### WHAT TO DO
Beginning with the line where "points between nodes." appears, repeat every remaining line of the entries exactly, the last line included.
==== MATERIALS PROVIDED ====
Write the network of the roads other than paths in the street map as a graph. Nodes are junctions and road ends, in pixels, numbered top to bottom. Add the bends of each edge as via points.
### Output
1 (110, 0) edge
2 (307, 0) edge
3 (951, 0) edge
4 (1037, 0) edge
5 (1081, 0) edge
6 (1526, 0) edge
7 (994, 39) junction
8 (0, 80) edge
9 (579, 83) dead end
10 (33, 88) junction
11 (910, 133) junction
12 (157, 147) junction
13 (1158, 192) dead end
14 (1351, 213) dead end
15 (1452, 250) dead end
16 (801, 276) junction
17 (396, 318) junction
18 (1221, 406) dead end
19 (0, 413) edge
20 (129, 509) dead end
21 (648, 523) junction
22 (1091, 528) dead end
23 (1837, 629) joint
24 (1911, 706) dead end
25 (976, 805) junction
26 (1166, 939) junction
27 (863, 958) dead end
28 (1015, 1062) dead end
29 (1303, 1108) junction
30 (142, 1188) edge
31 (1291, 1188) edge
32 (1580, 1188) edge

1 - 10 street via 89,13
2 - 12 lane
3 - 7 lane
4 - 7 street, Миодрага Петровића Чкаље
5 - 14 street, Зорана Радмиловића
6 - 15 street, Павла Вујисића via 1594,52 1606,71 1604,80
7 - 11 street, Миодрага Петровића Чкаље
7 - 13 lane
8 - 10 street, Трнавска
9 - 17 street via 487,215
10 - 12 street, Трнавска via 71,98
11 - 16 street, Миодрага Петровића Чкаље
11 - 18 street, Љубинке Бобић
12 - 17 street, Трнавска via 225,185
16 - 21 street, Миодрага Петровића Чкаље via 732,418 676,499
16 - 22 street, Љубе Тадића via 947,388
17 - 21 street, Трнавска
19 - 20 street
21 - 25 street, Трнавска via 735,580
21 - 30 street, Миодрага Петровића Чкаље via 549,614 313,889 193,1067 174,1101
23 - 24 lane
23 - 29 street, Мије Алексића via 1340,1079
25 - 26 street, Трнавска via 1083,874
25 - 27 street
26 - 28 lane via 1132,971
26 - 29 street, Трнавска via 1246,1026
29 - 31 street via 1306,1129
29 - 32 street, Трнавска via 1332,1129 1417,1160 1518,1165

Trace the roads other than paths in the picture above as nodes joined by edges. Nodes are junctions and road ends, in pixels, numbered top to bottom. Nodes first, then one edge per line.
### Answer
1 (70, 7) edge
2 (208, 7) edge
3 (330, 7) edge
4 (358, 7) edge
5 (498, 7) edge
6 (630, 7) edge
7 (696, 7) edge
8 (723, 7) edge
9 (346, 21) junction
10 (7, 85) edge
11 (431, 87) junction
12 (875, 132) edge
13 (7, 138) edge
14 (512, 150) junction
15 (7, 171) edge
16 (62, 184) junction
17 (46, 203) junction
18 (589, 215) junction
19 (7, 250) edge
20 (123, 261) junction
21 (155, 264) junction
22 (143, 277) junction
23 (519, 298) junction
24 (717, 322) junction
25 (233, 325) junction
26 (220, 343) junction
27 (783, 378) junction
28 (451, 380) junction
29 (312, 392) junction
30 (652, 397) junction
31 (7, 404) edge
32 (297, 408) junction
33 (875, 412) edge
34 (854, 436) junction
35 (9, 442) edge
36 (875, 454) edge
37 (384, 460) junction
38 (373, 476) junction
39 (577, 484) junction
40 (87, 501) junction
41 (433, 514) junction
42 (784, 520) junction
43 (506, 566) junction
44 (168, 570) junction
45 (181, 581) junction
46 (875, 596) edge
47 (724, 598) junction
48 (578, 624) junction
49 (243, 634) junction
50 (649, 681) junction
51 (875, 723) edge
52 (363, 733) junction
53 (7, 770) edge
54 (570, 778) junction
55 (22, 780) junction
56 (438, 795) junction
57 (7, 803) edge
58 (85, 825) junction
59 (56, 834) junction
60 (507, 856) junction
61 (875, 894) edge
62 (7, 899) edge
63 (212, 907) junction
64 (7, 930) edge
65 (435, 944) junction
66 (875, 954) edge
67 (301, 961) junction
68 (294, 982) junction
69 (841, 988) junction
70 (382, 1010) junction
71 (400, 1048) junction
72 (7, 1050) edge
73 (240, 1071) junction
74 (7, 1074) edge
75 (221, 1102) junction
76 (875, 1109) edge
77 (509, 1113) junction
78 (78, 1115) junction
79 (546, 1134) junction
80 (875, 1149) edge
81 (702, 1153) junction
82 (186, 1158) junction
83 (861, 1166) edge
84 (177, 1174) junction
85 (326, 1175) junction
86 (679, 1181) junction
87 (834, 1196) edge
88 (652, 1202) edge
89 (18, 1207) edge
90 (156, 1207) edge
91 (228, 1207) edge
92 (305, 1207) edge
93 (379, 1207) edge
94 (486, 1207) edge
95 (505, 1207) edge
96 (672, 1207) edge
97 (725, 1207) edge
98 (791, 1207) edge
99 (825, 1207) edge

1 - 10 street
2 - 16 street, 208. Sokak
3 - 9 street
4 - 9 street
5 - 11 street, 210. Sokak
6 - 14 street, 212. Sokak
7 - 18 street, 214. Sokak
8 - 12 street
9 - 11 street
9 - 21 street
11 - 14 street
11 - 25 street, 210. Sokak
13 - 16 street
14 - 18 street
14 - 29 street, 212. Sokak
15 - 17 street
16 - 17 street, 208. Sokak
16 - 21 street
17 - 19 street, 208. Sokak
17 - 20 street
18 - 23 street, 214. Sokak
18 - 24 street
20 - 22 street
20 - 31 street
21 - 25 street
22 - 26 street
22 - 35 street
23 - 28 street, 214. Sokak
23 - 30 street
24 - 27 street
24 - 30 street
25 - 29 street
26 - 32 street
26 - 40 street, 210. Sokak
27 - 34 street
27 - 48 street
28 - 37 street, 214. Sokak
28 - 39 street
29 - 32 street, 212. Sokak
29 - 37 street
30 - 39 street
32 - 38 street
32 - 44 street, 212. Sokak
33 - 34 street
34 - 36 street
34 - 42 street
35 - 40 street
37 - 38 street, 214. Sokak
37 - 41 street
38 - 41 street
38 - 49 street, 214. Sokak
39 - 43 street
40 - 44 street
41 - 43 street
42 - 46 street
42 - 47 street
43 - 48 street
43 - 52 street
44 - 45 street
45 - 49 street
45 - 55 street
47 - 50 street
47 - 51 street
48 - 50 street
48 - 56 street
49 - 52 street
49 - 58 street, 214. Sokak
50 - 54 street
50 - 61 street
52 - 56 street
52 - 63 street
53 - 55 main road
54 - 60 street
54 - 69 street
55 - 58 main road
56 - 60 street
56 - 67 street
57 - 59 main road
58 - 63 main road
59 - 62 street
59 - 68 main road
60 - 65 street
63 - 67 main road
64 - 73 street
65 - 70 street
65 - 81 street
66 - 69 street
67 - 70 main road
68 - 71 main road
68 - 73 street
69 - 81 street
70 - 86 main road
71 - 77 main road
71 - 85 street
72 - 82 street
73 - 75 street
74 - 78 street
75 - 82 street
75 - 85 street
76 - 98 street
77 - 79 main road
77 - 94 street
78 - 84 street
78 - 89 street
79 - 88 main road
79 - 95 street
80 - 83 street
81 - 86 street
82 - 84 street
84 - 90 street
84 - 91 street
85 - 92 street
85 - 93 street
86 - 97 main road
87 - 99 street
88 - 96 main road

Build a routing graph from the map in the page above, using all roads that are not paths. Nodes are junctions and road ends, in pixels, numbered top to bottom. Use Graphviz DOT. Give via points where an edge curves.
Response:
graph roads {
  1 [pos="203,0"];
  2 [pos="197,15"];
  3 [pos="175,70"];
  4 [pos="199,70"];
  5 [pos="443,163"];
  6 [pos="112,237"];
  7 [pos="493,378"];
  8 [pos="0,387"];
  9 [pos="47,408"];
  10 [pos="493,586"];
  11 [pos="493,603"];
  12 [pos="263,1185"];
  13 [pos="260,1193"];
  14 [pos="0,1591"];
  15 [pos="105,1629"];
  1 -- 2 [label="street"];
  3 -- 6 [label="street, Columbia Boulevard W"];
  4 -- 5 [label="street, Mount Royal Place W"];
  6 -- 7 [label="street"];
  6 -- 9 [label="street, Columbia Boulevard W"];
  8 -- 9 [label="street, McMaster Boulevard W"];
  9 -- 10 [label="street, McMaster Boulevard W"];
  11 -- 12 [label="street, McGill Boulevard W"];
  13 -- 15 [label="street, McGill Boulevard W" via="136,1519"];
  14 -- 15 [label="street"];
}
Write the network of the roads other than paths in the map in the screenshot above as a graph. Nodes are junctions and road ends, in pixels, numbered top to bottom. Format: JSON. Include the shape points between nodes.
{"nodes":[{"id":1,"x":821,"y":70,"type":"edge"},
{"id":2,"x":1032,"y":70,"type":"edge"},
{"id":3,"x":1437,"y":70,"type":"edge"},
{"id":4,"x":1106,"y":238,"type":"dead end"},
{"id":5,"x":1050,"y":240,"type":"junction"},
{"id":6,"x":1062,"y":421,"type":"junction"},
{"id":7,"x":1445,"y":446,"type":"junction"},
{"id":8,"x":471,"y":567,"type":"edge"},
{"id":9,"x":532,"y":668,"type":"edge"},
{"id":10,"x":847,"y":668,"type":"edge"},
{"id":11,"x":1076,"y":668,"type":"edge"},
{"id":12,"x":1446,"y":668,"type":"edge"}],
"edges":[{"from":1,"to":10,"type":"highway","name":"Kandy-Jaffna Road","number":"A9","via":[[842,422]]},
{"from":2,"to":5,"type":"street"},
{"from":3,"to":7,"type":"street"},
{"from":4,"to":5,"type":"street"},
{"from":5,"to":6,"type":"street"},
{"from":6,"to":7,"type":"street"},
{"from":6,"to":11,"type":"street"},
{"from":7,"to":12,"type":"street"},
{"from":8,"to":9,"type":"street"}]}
====
### SOLUTION BELOW
Write the network of the roads other than paths in the map in the screenshot above as a graph. Nodes are junctions and road ends, in pixels, numbered top to bottom. Format: JSON. Include the shape points between nodes.
{"nodes":[{"id":1,"x":821,"y":70,"type":"edge"},
{"id":2,"x":1032,"y":70,"type":"edge"},
{"id":3,"x":1437,"y":70,"type":"edge"},
{"id":4,"x":1106,"y":238,"type":"dead end"},
{"id":5,"x":1050,"y":240,"type":"junction"},
{"id":6,"x":1062,"y":421,"type":"junction"},
{"id":7,"x":1445,"y":446,"type":"junction"},
{"id":8,"x":471,"y":567,"type":"edge"},
{"id":9,"x":532,"y":668,"type":"edge"},
{"id":10,"x":847,"y":668,"type":"edge"},
{"id":11,"x":1076,"y":668,"type":"edge"},
{"id":12,"x":1446,"y":668,"type":"edge"}],
"edges":[{"from":1,"to":10,"type":"highway","name":"Kandy-Jaffna Road","number":"A9","via":[[842,422]]},
{"from":2,"to":5,"type":"street"},
{"from":3,"to":7,"type":"street"},
{"from":4,"to":5,"type":"street"},
{"from":5,"to":6,"type":"street"},
{"from":6,"to":7,"type":"street"},
{"from":6,"to":11,"type":"street"},
{"from":7,"to":12,"type":"street"},
{"from":8,"to":9,"type":"street"}]}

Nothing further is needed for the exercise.